::: Exercise materials :::

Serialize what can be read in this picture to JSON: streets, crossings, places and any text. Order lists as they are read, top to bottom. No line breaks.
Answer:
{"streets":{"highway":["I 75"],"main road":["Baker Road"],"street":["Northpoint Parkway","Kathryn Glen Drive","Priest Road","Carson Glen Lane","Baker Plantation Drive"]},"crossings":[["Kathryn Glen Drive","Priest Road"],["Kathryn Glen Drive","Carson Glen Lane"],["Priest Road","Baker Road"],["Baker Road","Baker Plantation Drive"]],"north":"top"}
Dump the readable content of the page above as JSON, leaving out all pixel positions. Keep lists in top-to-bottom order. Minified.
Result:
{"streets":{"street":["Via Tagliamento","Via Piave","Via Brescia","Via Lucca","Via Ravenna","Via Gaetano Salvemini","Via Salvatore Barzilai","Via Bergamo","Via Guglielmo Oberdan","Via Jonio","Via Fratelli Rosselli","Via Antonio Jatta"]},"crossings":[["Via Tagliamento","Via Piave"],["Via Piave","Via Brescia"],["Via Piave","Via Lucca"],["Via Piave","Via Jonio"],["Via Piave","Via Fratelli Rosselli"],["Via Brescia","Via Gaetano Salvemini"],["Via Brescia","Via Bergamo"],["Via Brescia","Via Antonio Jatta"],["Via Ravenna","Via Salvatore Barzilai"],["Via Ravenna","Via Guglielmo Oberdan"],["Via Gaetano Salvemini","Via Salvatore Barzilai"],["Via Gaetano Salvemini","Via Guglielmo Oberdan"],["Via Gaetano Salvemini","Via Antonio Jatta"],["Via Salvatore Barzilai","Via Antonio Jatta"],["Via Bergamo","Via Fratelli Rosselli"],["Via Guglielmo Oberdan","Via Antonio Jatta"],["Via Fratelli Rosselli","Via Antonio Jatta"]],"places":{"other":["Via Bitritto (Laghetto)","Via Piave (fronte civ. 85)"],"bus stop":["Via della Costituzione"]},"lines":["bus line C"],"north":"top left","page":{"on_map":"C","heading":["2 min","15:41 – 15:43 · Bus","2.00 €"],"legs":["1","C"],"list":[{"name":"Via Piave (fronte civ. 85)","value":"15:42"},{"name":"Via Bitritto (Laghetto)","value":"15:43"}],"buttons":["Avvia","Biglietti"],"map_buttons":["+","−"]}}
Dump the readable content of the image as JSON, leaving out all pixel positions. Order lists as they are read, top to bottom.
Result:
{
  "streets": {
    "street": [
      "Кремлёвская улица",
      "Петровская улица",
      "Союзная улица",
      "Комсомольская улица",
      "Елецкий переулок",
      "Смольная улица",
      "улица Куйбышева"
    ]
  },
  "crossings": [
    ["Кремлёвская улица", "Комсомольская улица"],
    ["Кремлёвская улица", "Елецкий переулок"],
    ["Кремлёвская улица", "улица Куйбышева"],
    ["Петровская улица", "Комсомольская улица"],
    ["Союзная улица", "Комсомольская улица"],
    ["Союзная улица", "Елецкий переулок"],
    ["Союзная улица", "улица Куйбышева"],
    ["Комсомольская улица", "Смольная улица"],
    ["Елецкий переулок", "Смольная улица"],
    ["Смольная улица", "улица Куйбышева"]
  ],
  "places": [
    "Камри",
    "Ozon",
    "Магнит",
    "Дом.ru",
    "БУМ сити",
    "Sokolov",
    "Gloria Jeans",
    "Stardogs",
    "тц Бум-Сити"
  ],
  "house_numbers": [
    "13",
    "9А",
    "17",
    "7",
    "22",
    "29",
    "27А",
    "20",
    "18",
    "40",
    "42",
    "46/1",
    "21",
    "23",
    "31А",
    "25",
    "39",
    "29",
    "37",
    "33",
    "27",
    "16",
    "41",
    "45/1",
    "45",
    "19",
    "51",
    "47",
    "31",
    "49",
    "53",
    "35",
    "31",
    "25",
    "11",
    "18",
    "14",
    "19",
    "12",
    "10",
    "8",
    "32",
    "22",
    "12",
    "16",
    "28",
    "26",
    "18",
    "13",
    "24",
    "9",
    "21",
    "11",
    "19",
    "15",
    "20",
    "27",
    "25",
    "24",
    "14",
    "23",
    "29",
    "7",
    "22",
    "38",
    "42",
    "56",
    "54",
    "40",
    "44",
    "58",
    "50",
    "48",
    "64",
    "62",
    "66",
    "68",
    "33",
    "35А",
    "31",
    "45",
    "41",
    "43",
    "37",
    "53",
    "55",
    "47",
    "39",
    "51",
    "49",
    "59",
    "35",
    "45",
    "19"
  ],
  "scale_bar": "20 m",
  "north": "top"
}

:::

#### Exercise description
Each entry above is to be duplicated exactly, with nothing left out.

#### Written response
Serialize what can be read in this picture to JSON: streets, crossings, places and any text. Order lists as they are read, top to bottom. No line breaks.
Answer:
{"streets":{"highway":["I 75"],"main road":["Baker Road"],"street":["Northpoint Parkway","Kathryn Glen Drive","Priest Road","Carson Glen Lane","Baker Plantation Drive"]},"crossings":[["Kathryn Glen Drive","Priest Road"],["Kathryn Glen Drive","Carson Glen Lane"],["Priest Road","Baker Road"],["Baker Road","Baker Plantation Drive"]],"north":"top"}
Dump the readable content of the page above as JSON, leaving out all pixel positions. Keep lists in top-to-bottom order. Minified.
Result:
{"streets":{"street":["Via Tagliamento","Via Piave","Via Brescia","Via Lucca","Via Ravenna","Via Gaetano Salvemini","Via Salvatore Barzilai","Via Bergamo","Via Guglielmo Oberdan","Via Jonio","Via Fratelli Rosselli","Via Antonio Jatta"]},"crossings":[["Via Tagliamento","Via Piave"],["Via Piave","Via Brescia"],["Via Piave","Via Lucca"],["Via Piave","Via Jonio"],["Via Piave","Via Fratelli Rosselli"],["Via Brescia","Via Gaetano Salvemini"],["Via Brescia","Via Bergamo"],["Via Brescia","Via Antonio Jatta"],["Via Ravenna","Via Salvatore Barzilai"],["Via Ravenna","Via Guglielmo Oberdan"],["Via Gaetano Salvemini","Via Salvatore Barzilai"],["Via Gaetano Salvemini","Via Guglielmo Oberdan"],["Via Gaetano Salvemini","Via Antonio Jatta"],["Via Salvatore Barzilai","Via Antonio Jatta"],["Via Bergamo","Via Fratelli Rosselli"],["Via Guglielmo Oberdan","Via Antonio Jatta"],["Via Fratelli Rosselli","Via Antonio Jatta"]],"places":{"other":["Via Bitritto (Laghetto)","Via Piave (fronte civ. 85)"],"bus stop":["Via della Costituzione"]},"lines":["bus line C"],"north":"top left","page":{"on_map":"C","heading":["2 min","15:41 – 15:43 · Bus","2.00 €"],"legs":["1","C"],"list":[{"name":"Via Piave (fronte civ. 85)","value":"15:42"},{"name":"Via Bitritto (Laghetto)","value":"15:43"}],"buttons":["Avvia","Biglietti"],"map_buttons":["+","−"]}}
Dump the readable content of the image as JSON, leaving out all pixel positions. Order lists as they are read, top to bottom.
Result:
{
  "streets": {
    "street": [
      "Кремлёвская улица",
      "Петровская улица",
      "Союзная улица",
      "Комсомольская улица",
      "Елецкий переулок",
      "Смольная улица",
      "улица Куйбышева"
    ]
  },
  "crossings": [
    ["Кремлёвская улица", "Комсомольская улица"],
    ["Кремлёвская улица", "Елецкий переулок"],
    ["Кремлёвская улица", "улица Куйбышева"],
    ["Петровская улица", "Комсомольская улица"],
    ["Союзная улица", "Комсомольская улица"],
    ["Союзная улица", "Елецкий переулок"],
    ["Союзная улица", "улица Куйбышева"],
    ["Комсомольская улица", "Смольная улица"],
    ["Елецкий переулок", "Смольная улица"],
    ["Смольная улица", "улица Куйбышева"]
  ],
  "places": [
    "Камри",
    "Ozon",
    "Магнит",
    "Дом.ru",
    "БУМ сити",
    "Sokolov",
    "Gloria Jeans",
    "Stardogs",
    "тц Бум-Сити"
  ],
  "house_numbers": [
    "13",
    "9А",
    "17",
    "7",
    "22",
    "29",
    "27А",
    "20",
    "18",
    "40",
    "42",
    "46/1",
    "21",
    "23",
    "31А",
    "25",
    "39",
    "29",
    "37",
    "33",
    "27",
    "16",
    "41",
    "45/1",
    "45",
    "19",
    "51",
    "47",
    "31",
    "49",
    "53",
    "35",
    "31",
    "25",
    "11",
    "18",
    "14",
    "19",
    "12",
    "10",
    "8",
    "32",
    "22",
    "12",
    "16",
    "28",
    "26",
    "18",
    "13",
    "24",
    "9",
    "21",
    "11",
    "19",
    "15",
    "20",
    "27",
    "25",
    "24",
    "14",
    "23",
    "29",
    "7",
    "22",
    "38",
    "42",
    "56",
    "54",
    "40",
    "44",
    "58",
    "50",
    "48",
    "64",
    "62",
    "66",
    "68",
    "33",
    "35А",
    "31",
    "45",
    "41",
    "43",
    "37",
    "53",
    "55",
    "47",
    "39",
    "51",
    "49",
    "59",
    "35",
    "45",
    "19"
  ],
  "scale_bar": "20 m",
  "north": "top"
}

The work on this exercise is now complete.